La chanson des Pussy Riot

Banc Public n° 238 , Mai 2015 , Catherine VAN NYPELSEER



Les "Pussy Riot" ont défrayé la chronique en Russie, puis dans le monde entier, par une action spectaculaire à Moscou le 21 février 2012, quelques jours avant l'élection présidentielle : une "prière punk" en musique dans la cathédrale du Christ-Saint-Sauveur à Moscou, adressée à la vierge Marie pour qu'elle "chasse" Vladimir Poutine du pouvoir, alors qu'il était le favori de cette élection.

Le livre de Mascha Gessen nous permet d'en savoir plus sur ces jeunes femmes et leur action, ainsi que sur la réaction des autorités russes, un procès pompeux se concluant par deux années de camp de travail, pour deux d'entre elles.

 

La prière des Pussy Riot

 

Le visage masqué, habillées de collants de couleurs vives et équipées de guitares électriques, cinq jeunes femmes se sont fait filmer en vidéo dans la cathédrale, en chantant (traduction en français, p.124):

 

Mère de Dieu, chasse Poutine

 

"Vierge Marie, mère de Dieu, chasse Poutine,

chasse Poutine, chasse Poutine.

 

Robe noire, épaulettes dorées,

Tous les paroissiens rampent pour s'incliner.

Le fantôme de la liberté est au ciel,

La Gay Pride envoyée en Sibérie dans les chaînes.
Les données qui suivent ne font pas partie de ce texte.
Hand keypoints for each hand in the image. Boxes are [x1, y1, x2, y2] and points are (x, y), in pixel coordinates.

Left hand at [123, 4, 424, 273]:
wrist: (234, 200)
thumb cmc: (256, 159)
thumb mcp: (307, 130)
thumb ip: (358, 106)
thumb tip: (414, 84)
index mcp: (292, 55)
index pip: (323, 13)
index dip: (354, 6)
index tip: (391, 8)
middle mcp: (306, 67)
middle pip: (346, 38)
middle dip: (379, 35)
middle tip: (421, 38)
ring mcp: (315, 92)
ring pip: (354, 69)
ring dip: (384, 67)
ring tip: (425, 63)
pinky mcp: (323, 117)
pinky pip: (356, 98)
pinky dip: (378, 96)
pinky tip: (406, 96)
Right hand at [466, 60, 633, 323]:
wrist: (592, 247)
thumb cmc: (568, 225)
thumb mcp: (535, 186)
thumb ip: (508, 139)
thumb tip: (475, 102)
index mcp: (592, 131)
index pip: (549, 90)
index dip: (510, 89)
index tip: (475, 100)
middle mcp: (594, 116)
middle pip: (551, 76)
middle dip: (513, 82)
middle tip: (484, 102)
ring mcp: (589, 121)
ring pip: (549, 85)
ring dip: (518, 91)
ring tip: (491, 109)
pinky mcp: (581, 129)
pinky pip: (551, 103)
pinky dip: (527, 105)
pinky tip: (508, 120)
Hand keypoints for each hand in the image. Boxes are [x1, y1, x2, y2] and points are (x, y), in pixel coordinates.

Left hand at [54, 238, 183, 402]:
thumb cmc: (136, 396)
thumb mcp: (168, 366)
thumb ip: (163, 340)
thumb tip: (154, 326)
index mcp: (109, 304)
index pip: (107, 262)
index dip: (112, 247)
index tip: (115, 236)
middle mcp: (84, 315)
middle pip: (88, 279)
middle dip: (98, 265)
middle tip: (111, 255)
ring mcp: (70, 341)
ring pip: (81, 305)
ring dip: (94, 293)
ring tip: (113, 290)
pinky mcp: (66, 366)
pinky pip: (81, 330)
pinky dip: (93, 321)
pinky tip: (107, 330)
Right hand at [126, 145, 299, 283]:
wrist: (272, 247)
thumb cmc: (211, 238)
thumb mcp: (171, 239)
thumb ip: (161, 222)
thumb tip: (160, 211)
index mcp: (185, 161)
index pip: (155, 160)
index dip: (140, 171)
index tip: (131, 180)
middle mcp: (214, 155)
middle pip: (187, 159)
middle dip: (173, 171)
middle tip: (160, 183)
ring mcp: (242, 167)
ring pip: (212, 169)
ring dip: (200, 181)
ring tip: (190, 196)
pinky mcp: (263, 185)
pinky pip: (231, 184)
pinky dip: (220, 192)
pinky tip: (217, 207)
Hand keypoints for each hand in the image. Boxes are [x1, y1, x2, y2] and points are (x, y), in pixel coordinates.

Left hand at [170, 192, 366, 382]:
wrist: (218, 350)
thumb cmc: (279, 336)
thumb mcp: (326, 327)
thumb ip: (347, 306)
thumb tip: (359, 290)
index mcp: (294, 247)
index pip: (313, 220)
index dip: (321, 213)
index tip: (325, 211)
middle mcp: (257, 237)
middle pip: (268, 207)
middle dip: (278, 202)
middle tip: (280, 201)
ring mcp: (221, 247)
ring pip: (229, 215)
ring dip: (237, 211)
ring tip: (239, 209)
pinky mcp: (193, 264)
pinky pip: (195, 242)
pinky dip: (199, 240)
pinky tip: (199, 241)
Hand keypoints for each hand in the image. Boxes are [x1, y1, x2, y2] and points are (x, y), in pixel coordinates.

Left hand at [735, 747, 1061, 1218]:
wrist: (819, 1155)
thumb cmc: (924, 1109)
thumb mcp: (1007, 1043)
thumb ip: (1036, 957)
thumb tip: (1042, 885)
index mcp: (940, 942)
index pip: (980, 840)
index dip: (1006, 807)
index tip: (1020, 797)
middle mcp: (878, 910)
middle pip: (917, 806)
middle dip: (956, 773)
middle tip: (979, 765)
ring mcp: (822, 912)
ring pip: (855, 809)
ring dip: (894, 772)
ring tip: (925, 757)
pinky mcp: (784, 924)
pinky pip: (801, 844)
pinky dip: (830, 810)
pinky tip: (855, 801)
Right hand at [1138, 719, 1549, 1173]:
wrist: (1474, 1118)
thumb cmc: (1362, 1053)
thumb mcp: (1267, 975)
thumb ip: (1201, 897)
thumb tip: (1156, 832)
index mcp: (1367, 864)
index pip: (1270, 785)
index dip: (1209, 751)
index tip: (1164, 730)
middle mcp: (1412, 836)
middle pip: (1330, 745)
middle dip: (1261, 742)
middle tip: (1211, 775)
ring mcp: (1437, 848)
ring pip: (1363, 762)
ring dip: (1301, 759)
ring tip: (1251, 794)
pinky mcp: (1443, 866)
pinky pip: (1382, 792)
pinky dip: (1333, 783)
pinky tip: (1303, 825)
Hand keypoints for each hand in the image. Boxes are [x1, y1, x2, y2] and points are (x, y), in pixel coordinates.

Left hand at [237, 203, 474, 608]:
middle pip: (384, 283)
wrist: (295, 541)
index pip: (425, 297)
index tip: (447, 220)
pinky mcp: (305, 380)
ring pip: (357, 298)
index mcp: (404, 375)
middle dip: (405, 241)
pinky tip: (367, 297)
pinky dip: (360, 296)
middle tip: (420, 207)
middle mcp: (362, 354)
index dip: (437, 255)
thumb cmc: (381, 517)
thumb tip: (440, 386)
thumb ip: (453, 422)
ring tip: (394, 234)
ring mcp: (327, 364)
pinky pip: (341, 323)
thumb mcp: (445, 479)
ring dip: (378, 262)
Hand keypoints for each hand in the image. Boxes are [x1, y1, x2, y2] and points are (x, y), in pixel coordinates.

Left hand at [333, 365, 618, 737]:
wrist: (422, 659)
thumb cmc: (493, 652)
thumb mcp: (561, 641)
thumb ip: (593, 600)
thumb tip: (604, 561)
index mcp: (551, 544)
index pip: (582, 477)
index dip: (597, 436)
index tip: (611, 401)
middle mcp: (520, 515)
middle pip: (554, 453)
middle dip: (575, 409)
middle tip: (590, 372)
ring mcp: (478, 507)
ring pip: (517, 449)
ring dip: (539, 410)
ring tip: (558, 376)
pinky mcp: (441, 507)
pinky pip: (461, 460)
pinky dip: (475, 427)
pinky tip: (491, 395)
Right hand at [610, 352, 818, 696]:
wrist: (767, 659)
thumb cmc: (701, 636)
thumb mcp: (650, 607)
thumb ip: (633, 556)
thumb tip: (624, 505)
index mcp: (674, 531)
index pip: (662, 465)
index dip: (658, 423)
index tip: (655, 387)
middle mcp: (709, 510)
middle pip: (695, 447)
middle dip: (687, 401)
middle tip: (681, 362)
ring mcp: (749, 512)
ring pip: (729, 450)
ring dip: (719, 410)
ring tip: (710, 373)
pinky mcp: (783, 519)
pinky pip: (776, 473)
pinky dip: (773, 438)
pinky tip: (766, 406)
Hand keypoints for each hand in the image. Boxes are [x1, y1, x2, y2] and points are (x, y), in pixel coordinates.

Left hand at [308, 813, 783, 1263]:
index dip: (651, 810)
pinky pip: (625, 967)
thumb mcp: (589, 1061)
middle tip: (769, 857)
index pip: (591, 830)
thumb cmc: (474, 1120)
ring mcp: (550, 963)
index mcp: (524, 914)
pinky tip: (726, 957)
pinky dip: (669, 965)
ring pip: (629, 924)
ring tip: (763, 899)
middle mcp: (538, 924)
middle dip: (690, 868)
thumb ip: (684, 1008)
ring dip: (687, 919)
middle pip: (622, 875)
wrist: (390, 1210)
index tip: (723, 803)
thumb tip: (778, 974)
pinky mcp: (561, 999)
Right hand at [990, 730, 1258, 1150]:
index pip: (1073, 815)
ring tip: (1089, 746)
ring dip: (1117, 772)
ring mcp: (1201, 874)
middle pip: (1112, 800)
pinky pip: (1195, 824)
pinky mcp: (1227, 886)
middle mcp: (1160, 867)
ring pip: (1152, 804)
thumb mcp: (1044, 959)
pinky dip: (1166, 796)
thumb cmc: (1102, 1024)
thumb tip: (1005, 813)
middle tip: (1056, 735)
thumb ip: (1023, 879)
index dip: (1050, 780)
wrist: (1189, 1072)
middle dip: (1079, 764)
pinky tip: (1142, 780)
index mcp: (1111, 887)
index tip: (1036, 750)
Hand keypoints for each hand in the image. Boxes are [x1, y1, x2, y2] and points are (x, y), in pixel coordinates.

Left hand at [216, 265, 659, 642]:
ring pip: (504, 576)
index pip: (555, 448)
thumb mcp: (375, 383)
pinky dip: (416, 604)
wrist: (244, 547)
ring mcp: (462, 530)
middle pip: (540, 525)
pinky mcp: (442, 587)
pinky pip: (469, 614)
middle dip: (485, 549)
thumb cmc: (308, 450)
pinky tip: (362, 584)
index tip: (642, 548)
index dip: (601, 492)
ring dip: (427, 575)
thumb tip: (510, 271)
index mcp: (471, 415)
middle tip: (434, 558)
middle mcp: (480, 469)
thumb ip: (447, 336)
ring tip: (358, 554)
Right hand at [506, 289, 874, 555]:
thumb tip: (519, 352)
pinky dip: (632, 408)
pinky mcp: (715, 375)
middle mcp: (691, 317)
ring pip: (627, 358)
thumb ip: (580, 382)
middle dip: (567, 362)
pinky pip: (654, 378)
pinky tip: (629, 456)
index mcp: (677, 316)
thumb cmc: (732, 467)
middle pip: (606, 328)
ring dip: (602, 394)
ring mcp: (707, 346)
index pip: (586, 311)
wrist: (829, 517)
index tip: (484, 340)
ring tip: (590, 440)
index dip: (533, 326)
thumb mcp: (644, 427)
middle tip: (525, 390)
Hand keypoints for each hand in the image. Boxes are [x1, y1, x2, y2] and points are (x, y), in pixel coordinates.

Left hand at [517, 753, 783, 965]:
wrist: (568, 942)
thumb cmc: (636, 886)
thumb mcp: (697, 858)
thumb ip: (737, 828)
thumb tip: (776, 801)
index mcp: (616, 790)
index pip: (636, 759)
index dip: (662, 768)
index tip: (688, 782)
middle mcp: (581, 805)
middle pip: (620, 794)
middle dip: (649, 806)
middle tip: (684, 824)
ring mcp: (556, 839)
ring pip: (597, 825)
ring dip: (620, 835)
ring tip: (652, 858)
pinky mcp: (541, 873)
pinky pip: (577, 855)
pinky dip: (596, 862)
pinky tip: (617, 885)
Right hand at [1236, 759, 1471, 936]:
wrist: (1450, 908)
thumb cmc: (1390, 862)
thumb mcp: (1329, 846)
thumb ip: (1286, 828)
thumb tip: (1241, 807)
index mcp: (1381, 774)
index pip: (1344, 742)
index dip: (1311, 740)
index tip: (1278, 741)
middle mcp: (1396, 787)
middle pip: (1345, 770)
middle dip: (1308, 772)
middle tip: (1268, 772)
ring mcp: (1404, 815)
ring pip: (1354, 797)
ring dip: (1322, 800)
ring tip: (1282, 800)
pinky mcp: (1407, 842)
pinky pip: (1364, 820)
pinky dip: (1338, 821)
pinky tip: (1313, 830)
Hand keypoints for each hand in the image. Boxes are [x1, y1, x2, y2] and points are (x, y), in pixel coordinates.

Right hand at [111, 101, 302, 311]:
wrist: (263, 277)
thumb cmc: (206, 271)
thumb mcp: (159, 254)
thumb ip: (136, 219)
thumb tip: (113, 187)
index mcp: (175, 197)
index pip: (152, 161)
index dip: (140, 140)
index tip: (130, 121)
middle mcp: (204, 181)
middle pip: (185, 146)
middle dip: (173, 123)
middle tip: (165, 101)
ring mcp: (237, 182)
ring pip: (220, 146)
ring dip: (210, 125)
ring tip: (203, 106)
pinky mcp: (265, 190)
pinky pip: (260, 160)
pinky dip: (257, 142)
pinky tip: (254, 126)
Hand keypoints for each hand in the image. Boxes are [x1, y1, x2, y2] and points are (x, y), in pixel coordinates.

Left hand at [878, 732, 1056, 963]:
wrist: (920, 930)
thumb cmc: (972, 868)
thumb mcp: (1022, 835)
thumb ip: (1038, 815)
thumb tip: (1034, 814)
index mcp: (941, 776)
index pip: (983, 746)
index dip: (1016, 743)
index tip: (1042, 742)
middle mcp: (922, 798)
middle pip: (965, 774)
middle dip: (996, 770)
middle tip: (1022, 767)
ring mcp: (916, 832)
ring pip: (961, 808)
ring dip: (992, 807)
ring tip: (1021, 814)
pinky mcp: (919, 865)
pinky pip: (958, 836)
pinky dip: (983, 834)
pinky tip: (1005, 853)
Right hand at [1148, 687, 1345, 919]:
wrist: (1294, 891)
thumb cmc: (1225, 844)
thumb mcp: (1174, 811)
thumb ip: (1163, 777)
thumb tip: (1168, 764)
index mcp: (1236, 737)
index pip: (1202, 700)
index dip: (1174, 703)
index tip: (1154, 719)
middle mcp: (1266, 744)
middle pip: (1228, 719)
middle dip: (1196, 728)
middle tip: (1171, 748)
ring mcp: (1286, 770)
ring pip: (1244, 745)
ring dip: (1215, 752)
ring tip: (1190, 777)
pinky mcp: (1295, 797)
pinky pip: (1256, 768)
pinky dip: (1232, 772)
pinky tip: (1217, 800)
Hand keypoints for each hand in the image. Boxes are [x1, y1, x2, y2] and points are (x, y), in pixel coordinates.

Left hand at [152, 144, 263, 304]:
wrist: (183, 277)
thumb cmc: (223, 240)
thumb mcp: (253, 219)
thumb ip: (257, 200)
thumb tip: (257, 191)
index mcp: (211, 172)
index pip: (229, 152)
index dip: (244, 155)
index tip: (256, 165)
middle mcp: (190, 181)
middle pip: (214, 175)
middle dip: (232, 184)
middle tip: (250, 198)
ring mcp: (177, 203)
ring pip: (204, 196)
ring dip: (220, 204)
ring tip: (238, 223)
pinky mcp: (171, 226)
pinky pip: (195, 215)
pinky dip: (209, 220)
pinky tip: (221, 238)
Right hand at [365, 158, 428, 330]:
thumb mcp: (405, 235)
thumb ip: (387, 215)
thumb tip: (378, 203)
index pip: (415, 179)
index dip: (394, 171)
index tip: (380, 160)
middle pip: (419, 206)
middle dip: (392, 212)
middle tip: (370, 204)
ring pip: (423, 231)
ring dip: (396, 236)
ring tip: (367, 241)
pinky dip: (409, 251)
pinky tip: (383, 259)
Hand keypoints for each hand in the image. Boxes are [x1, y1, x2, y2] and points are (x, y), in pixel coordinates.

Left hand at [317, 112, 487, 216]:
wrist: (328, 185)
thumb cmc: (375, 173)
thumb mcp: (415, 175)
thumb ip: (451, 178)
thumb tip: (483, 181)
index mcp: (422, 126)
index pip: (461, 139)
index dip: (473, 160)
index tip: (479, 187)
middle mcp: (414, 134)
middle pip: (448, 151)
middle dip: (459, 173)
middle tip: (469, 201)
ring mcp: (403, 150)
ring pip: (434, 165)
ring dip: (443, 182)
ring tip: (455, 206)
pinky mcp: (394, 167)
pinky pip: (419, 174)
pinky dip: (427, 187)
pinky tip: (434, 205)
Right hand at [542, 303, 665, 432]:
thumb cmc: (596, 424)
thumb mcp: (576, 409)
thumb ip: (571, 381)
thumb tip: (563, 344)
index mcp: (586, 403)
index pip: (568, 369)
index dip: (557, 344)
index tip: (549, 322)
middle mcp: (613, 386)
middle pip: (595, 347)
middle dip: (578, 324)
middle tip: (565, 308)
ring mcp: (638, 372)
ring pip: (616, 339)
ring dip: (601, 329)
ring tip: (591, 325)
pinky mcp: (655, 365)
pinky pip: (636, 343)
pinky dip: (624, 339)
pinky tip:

Le chef du KGB, leur saint patron,

Conduit les manifestants en prison sous bonne garde.

Pour ne pas offenser la divinité,

Les femmes doivent donner la vie et leur amour.

 

Merde, merde, sainte merde!

Merde, merde, sainte merde!

 

Vierge Marie, mère de Dieu, deviens féministe,

Deviens féministe, deviens féministe.

L'église chante les louanges de dictateurs pourris,

Des limousines noires forment la procession de la Croix,

Un missionnaire va passer dans les classes,

Apporte de l'argent quand tu vas à l'école!

 

Le patriarche Gundiaev croit en Poutine.

Connasse tu ferais mieux de croire en Dieu.

 

La ceinture de la Vierge ça ne remplace pas les manifs,

La Vierge elle est avec nous dans la contestation.

 

Vierge Marie, mère de Dieu, chasse Poutine,

chasse Poutine, chasse Poutine."

 

Cette action dans la cathédrale orthodoxe faisait suite à une prise de position du patriarche de Moscou contre la participation des chrétiens aux manifestations anti-Poutine, lors d'une messe dans la cathédrale le 3 février, à la veille d'une importante manifestation d'opposition.

 

Le texte de la chanson fait également référence au fait que Vladimir Poutine avait déclaré que les femmes russes ne font pas assez d'enfants; la "ceinture de la Vierge" est une relique grecque qui avait été présentée dans toute le Russie puis à Moscou, dans la cathédrale, où il y avait des files pour venir la contempler.

 

Actions antérieures

 

Ces jeunes femmes faisaient partie d'un groupe qu'elles avaient créé pour organiser des évènements artistiques avec un message politique, appelés des "performances" (exécutées par des "performers"). Pour mieux les comprendre, voici quelques actions qu'elles ont organisées, décrites dans le livre de Mascha Gessen(qui en relate plusieurs autres).

 

Le groupe Voïna, qui avait existé antérieurement aux Pussy Riot et était composé d'une partie de celles-ci avait réalisé une action plutôt ludique, dont les vidéos ne furent jamais diffusées car elles n'étaient pas satisfaisantes à leurs yeux. Il s'agissait de tourner en ridicule les policiers lorsqu'ils extorquaient de l'argent aux automobilistes.

 

Le point de départ de cette action était la conception répandue selon laquelle les policiers qui se livrent au racket le font pour nourrir leur famille.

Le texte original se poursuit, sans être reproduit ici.